Nearly every American boy dreams of playing baseball in the major leagues. Stepping up to the plate on a warm summer day and cracking one over the center field wall to the roar of the crowd is a romantic, but rarely realized, fantasy. But for a few days a year, the dream comes alive for men who enroll in what has become known as fantasy baseball camp.
(To Nation’s Business)
“A leader isn’t worth much if he can’t step in and take charge.” “If you want something done right, you’ve got to do it yourself.” “Good managers have all the answers.”
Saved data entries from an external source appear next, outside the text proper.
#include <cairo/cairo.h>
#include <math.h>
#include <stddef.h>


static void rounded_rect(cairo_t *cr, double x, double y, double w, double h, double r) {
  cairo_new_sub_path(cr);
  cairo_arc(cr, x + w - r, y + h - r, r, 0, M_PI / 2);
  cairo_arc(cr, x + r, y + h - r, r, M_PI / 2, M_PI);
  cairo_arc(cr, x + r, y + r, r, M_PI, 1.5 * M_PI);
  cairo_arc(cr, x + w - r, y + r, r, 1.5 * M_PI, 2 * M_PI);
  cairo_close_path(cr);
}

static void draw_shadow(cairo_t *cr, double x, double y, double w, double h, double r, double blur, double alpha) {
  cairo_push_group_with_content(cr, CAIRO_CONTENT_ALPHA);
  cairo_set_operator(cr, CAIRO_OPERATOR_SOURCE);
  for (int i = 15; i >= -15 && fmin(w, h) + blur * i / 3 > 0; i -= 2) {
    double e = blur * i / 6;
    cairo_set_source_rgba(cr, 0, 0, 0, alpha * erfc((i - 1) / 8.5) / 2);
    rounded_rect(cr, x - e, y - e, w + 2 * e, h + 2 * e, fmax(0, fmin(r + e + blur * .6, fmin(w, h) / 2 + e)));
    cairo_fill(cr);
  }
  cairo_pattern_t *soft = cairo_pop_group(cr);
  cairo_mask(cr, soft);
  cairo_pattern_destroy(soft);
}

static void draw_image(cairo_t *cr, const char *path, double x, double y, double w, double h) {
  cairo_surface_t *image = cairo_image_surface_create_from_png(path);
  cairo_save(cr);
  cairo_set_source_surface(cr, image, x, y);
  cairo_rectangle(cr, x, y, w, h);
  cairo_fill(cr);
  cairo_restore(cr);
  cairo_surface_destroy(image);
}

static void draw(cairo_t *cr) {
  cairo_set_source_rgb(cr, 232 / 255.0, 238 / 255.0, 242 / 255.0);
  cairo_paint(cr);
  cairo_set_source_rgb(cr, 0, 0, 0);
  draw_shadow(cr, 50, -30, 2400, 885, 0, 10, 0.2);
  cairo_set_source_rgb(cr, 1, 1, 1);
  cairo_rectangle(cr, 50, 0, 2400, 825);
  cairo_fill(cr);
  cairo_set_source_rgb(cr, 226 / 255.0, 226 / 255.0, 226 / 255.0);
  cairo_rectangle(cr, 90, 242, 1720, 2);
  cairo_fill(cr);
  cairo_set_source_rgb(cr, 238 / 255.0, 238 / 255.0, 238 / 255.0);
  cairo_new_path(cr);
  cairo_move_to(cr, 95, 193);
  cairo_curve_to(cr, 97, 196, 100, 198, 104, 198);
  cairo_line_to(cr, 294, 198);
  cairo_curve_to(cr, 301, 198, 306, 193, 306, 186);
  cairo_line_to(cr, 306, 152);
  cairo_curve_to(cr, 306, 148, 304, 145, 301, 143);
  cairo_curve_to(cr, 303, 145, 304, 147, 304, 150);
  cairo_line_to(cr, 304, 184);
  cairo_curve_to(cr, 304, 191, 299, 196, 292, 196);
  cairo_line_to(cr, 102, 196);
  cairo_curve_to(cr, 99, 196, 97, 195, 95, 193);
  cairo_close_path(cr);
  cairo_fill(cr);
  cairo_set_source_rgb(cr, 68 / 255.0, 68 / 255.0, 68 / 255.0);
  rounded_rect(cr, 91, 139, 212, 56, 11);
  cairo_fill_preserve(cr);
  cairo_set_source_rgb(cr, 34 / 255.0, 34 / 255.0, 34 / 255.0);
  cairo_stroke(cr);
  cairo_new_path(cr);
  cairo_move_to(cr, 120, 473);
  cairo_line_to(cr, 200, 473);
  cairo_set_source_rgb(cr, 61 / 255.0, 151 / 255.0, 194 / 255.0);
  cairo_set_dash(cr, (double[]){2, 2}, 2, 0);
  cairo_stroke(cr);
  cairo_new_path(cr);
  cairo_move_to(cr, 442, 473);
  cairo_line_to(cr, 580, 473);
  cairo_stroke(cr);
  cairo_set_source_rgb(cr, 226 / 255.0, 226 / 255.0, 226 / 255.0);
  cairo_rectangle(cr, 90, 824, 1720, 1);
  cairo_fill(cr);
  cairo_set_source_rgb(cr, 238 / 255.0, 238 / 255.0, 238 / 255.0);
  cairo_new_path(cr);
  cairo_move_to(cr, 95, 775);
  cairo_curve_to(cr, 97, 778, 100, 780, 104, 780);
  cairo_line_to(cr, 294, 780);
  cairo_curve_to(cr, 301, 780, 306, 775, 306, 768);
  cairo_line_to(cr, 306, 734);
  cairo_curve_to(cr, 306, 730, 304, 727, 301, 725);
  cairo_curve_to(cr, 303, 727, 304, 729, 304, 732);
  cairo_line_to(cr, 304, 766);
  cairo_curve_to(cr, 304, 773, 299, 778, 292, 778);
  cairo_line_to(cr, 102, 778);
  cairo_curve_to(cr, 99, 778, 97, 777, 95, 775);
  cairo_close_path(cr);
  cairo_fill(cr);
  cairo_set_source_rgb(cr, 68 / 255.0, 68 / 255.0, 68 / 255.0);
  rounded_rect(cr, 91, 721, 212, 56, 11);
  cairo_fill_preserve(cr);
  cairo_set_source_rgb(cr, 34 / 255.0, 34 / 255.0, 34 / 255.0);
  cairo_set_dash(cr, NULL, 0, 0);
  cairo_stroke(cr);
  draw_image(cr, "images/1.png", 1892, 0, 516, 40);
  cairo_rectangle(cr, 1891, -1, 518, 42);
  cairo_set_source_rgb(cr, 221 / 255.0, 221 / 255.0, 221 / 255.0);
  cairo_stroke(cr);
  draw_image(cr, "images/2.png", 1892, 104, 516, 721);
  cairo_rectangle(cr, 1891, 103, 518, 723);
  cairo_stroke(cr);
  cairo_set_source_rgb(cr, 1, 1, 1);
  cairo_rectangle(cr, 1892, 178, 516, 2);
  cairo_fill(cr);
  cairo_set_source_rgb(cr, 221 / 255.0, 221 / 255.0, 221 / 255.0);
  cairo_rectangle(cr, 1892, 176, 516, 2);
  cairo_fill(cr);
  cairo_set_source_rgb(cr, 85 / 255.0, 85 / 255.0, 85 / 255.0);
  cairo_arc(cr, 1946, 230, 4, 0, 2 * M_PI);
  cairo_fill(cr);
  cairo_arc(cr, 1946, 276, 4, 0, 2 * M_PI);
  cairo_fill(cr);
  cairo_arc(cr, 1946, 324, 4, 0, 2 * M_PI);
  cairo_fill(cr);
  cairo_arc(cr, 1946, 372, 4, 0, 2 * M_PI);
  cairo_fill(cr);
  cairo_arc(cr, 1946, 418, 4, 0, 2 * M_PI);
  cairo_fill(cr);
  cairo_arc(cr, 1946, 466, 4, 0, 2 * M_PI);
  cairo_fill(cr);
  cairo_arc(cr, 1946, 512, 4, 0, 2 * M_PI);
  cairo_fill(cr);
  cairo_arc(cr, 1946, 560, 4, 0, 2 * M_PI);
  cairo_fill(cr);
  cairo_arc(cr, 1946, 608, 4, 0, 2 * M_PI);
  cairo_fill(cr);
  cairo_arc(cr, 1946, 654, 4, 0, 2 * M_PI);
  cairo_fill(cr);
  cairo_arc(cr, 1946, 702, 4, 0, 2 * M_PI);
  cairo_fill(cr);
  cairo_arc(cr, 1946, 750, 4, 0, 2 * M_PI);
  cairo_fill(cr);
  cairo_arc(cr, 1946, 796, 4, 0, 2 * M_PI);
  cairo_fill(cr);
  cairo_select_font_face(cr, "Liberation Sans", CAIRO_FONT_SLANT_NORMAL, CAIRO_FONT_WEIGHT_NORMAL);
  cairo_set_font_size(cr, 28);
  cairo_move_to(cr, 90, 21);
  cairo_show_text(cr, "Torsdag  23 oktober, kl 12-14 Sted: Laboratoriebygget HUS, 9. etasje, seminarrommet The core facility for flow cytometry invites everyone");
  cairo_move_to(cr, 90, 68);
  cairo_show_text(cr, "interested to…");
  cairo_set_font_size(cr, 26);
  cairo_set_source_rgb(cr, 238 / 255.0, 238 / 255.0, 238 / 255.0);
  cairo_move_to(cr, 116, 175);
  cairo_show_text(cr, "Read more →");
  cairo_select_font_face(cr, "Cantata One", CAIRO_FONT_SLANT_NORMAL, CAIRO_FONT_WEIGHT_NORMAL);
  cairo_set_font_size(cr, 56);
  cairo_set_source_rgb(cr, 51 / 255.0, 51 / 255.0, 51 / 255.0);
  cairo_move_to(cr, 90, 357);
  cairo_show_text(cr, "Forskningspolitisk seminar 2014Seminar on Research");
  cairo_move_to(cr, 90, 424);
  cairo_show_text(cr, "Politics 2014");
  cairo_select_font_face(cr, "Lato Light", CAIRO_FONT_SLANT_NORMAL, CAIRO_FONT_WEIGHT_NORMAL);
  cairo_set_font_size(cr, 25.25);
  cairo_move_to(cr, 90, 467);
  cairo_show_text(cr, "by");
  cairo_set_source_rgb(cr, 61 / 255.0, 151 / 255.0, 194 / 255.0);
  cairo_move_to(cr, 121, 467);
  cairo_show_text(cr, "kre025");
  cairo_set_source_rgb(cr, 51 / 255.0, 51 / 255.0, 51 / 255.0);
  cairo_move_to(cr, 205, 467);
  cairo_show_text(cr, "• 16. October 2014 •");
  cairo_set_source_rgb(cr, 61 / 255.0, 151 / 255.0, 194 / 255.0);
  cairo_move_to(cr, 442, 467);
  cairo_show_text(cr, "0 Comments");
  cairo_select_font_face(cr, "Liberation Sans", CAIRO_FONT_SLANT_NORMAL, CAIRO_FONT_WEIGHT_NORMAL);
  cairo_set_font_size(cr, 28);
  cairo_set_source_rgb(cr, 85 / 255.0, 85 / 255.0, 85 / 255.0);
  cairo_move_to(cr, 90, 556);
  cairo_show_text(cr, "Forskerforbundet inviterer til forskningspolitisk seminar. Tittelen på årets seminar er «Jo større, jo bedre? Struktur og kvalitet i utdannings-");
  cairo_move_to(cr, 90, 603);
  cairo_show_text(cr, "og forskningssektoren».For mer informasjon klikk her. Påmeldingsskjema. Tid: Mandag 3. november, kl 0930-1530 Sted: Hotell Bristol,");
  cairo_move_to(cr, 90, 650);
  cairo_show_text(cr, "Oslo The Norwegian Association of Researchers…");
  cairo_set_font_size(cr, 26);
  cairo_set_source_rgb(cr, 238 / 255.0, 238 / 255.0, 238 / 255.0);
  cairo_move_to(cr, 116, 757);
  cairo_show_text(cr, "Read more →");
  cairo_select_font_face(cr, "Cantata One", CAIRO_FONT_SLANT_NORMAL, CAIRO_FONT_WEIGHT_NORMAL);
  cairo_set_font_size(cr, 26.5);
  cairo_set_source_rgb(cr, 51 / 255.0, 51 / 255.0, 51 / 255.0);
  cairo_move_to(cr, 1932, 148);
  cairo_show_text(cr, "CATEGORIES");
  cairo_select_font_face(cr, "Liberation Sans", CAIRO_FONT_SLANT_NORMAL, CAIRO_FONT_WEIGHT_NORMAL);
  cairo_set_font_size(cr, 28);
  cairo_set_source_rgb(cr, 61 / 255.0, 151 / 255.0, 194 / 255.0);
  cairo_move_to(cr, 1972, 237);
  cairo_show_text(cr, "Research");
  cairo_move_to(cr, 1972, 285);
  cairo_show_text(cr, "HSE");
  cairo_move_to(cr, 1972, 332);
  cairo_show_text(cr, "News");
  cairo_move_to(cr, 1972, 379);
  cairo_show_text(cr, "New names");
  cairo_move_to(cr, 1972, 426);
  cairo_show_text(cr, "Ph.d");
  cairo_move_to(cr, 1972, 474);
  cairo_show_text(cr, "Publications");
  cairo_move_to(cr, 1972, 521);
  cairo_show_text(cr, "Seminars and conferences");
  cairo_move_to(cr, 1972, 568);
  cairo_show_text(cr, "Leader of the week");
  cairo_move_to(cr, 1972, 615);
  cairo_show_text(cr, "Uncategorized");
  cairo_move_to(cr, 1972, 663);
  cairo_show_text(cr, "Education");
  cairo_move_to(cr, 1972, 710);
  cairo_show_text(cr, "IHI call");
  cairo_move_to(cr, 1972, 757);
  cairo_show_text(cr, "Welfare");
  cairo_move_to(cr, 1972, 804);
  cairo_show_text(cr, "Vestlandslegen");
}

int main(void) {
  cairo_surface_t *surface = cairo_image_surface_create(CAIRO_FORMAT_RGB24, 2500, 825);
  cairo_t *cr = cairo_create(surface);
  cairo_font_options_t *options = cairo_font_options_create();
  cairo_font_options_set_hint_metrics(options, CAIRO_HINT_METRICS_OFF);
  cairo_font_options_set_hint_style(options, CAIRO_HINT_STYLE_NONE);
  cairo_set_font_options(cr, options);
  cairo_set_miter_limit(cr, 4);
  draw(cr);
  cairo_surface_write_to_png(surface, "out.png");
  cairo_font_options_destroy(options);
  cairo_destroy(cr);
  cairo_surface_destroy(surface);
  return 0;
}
Such take-charge sentiments are natural for company leaders. Since owners or managers of small and medium-sized companies are ultimately responsible for the success of their businesses, they feel compelled to perform or oversee every aspect of their operations.
(To Modern Maturity)
When your sleepy-eyed grandchild says, ”Tell me a story,” do you reach for a book to read instead of stretching your imagination? “I’m no storyteller,” you may think, remembering that your own dad seemed to have a special knack for telling tales. But we’re all storytellers. What did you do the last time you explained to someone why you were late?
(To American Way)
Jim stormed out of his department meeting disgusted with the resistance to his ideas for boosting sales in a sagging account. “What’s the use of coming up with innovative ideas around here?” he scowled. If you were Jim’s boss how would you respond? A) “Don’t worry, you’ll come up with another good campaign.” B)”I understand, I have trouble getting new ideas across myself.” C) “Sounds like you’re discouraged about trying to change things.” D) “Can’t you rethink key aspects of the campaign and present it again next week?”
Once you’ve introduced your topic with intrigue, tell the editor the proposed title of your article or book, then summarize the main points that you’ll cover. If you plan to quote other experts in the field, share a name or two from your source file with the editor. Then let the editor know why his or her readers will be interested in this topic and why it’s timely. Finally, end the query by giving a small sampling of your background in the field. If you’ve had other articles with your byline published, paper clip two or three examples to the proposal, attach a self-addressed, stamped envelop for a reply and tuck it all in a nine-by-twelve-inch envelope to drop in the mail.